[Data provided — start]

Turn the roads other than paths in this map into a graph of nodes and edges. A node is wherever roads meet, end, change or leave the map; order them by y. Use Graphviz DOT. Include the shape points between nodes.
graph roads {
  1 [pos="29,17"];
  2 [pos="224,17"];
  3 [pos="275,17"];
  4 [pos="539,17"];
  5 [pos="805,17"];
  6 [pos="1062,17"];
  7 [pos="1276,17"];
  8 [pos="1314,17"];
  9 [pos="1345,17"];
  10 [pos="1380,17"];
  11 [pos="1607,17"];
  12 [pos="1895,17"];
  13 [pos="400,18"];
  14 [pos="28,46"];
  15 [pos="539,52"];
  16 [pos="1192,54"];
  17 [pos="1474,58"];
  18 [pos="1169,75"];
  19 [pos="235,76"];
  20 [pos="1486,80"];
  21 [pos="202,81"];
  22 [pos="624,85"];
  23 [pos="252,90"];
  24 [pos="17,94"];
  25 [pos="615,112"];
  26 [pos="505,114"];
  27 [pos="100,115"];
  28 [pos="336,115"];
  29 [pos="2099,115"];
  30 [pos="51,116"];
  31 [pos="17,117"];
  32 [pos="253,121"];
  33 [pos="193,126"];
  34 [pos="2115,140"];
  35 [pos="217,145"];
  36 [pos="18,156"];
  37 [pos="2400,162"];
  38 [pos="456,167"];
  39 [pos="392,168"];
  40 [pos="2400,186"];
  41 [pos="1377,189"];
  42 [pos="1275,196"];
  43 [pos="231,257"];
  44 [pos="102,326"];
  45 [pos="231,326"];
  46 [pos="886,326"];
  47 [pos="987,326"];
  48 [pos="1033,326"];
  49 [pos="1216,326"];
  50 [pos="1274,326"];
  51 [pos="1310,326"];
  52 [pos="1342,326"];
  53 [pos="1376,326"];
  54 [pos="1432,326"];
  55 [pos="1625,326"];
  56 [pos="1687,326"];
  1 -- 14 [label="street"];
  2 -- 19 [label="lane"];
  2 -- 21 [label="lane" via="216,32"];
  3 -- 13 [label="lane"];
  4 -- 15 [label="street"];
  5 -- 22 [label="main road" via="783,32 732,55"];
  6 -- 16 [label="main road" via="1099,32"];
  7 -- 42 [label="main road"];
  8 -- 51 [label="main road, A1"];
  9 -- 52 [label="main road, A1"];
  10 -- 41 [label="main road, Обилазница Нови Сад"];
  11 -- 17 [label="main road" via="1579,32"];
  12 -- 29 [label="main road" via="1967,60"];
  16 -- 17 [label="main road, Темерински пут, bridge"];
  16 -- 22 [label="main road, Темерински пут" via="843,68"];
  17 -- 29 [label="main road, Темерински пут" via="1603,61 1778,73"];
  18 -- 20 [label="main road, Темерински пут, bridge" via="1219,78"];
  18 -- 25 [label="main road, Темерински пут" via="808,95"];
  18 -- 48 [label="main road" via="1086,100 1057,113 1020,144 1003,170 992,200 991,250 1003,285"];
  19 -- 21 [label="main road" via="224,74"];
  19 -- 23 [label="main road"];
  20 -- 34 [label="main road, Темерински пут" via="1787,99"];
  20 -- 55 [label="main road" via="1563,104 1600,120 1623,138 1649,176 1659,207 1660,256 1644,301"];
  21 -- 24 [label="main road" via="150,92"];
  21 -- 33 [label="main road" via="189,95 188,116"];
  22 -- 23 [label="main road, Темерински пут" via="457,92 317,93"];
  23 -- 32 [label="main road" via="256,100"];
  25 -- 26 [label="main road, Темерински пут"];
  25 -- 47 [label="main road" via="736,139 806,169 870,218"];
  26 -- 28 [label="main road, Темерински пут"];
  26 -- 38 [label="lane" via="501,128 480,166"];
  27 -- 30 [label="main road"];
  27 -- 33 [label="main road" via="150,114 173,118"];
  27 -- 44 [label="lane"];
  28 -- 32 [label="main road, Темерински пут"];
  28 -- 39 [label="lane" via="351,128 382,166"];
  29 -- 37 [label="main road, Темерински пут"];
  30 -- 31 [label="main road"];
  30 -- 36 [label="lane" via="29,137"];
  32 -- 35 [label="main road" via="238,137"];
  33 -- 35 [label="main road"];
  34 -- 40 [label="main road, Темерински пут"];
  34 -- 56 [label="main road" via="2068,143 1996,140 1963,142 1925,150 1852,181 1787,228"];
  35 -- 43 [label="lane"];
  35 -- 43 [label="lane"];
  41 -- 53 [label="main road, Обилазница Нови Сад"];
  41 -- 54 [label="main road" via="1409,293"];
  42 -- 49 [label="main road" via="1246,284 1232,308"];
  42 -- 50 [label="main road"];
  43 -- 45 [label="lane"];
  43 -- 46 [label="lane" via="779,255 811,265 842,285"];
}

[Data provided — finish]
[Data provided — start]

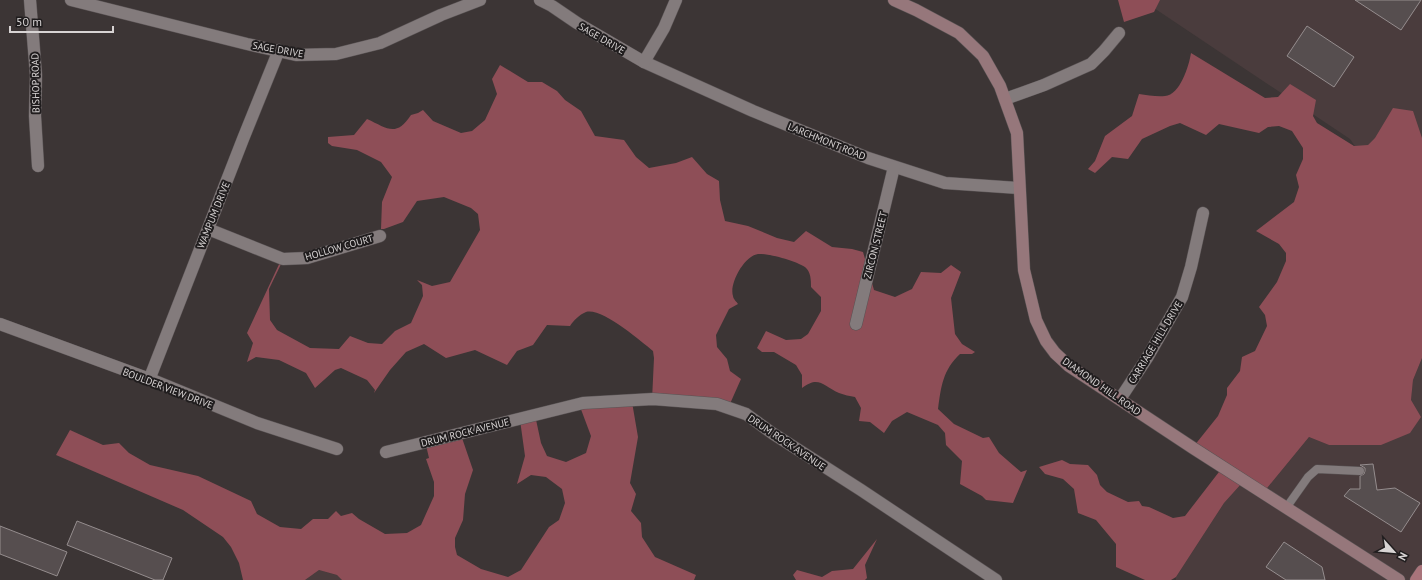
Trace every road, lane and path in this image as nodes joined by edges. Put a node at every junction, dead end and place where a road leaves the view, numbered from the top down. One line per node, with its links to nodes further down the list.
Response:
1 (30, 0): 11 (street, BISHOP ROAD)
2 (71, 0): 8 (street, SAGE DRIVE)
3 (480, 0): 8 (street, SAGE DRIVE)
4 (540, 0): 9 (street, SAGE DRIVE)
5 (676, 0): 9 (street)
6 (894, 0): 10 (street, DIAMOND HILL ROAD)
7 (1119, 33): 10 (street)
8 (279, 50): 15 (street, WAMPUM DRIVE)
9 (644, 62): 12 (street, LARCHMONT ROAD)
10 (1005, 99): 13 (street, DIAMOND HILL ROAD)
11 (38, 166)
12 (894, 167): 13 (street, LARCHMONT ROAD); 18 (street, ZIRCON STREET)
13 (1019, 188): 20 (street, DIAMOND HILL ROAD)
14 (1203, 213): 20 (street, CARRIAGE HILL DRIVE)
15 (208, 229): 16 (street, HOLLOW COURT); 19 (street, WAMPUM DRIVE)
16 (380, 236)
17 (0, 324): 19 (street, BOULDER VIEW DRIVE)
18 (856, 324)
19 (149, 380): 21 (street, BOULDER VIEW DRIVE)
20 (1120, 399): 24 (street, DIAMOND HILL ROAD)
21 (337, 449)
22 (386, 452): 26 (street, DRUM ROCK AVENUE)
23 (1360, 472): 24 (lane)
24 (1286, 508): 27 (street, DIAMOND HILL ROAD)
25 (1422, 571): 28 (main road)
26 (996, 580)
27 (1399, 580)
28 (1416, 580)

[Data provided — finish]
[Data provided — start]

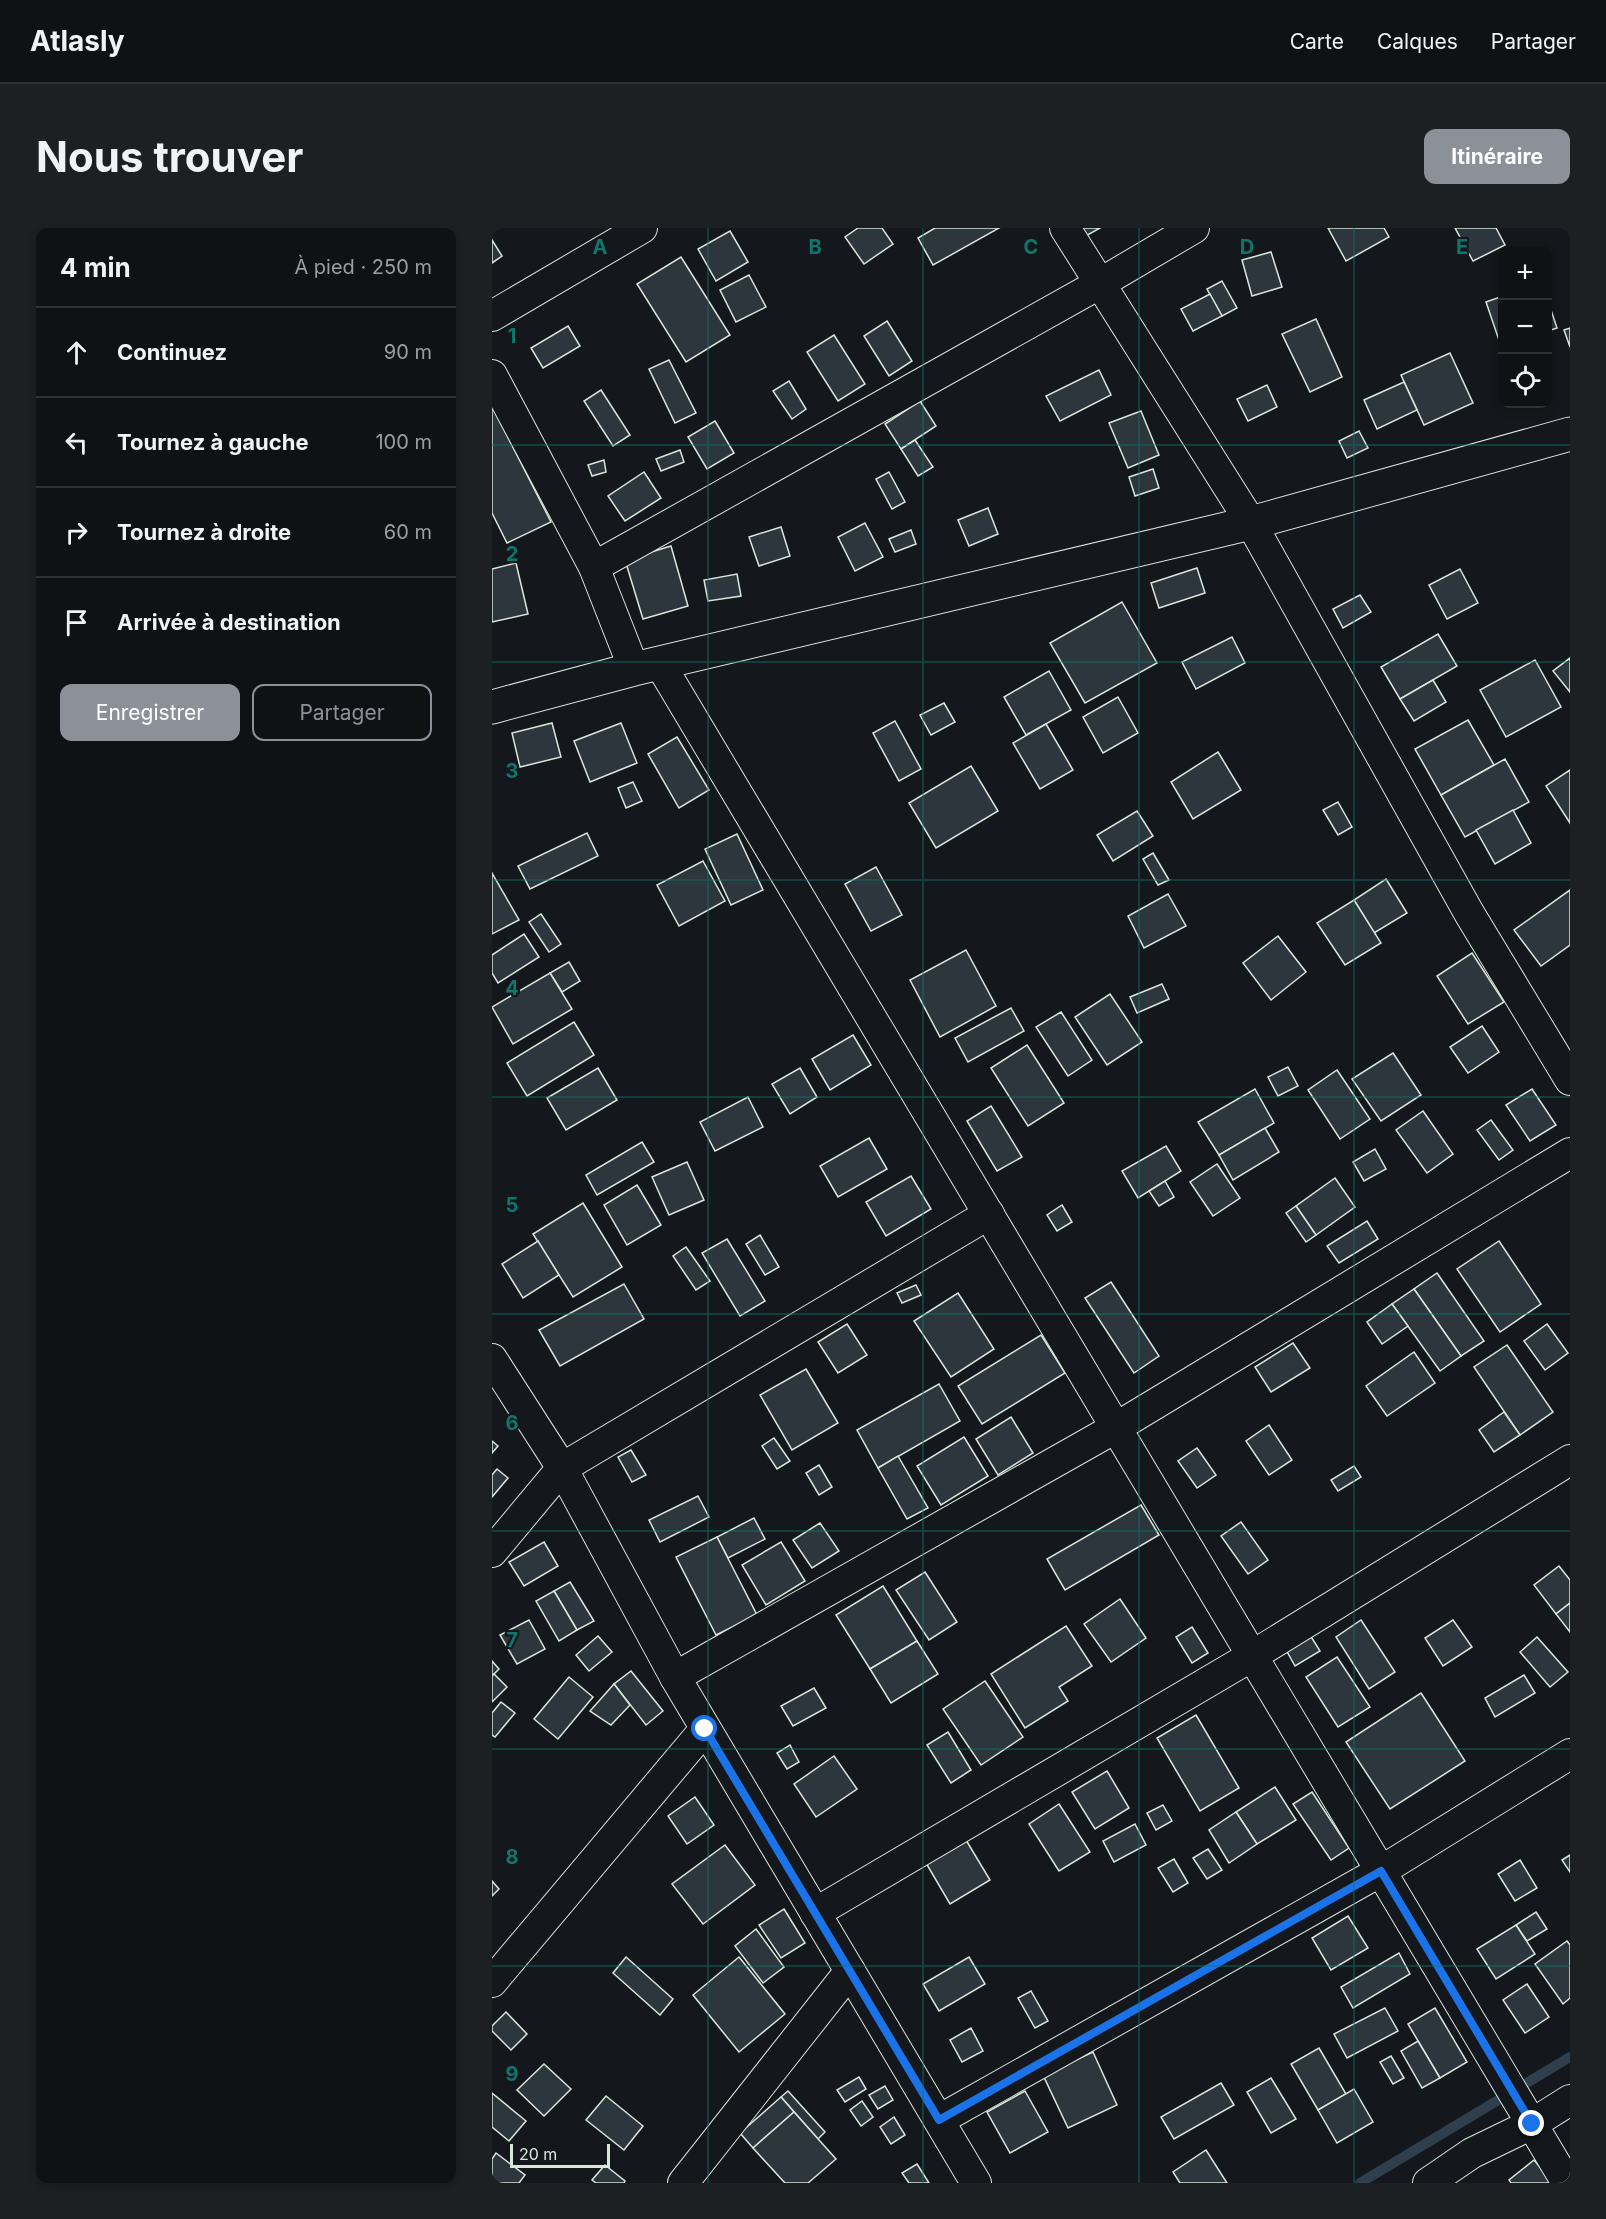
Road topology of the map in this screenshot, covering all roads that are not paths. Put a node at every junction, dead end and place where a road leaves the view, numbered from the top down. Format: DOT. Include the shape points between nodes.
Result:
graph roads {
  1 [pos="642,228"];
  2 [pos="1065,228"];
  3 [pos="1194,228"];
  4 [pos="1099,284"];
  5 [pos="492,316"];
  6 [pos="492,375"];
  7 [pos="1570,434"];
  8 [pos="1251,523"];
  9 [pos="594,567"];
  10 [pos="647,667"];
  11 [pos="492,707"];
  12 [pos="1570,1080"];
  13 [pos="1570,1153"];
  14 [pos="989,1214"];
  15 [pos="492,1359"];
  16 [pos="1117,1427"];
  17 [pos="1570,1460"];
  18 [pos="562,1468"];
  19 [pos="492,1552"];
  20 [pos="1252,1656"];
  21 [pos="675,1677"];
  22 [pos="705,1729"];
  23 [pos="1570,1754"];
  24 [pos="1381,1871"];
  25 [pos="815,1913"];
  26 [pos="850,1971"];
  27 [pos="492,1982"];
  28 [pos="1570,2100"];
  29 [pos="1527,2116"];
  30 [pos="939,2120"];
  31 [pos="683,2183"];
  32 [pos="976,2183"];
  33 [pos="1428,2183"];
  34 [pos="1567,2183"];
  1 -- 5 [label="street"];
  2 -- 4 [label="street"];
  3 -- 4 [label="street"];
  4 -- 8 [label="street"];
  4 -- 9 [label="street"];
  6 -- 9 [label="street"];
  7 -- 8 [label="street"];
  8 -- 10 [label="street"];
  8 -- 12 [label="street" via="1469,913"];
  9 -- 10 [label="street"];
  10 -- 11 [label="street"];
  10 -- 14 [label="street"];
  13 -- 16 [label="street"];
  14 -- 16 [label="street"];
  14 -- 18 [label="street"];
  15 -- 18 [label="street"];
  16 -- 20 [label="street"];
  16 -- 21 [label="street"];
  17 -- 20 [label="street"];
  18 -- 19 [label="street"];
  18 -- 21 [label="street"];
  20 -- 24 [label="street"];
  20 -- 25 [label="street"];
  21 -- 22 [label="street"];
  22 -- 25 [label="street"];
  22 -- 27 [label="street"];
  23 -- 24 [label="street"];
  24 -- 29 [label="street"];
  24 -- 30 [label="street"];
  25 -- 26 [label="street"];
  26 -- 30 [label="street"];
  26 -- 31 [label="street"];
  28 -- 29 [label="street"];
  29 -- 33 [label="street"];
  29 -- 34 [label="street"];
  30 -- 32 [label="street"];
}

[Data provided — finish]

◆ **Assigned task**: Select every line of the material above holding the word "from" and copy it.

◆ **Task answer**:
Trace every road, lane and path in this image as nodes joined by edges. Put a node at every junction, dead end and place where a road leaves the view, numbered from the top down. One line per node, with its links to nodes further down the list.
Road topology of the map in this screenshot, covering all roads that are not paths. Put a node at every junction, dead end and place where a road leaves the view, numbered from the top down. Format: DOT. Include the shape points between nodes.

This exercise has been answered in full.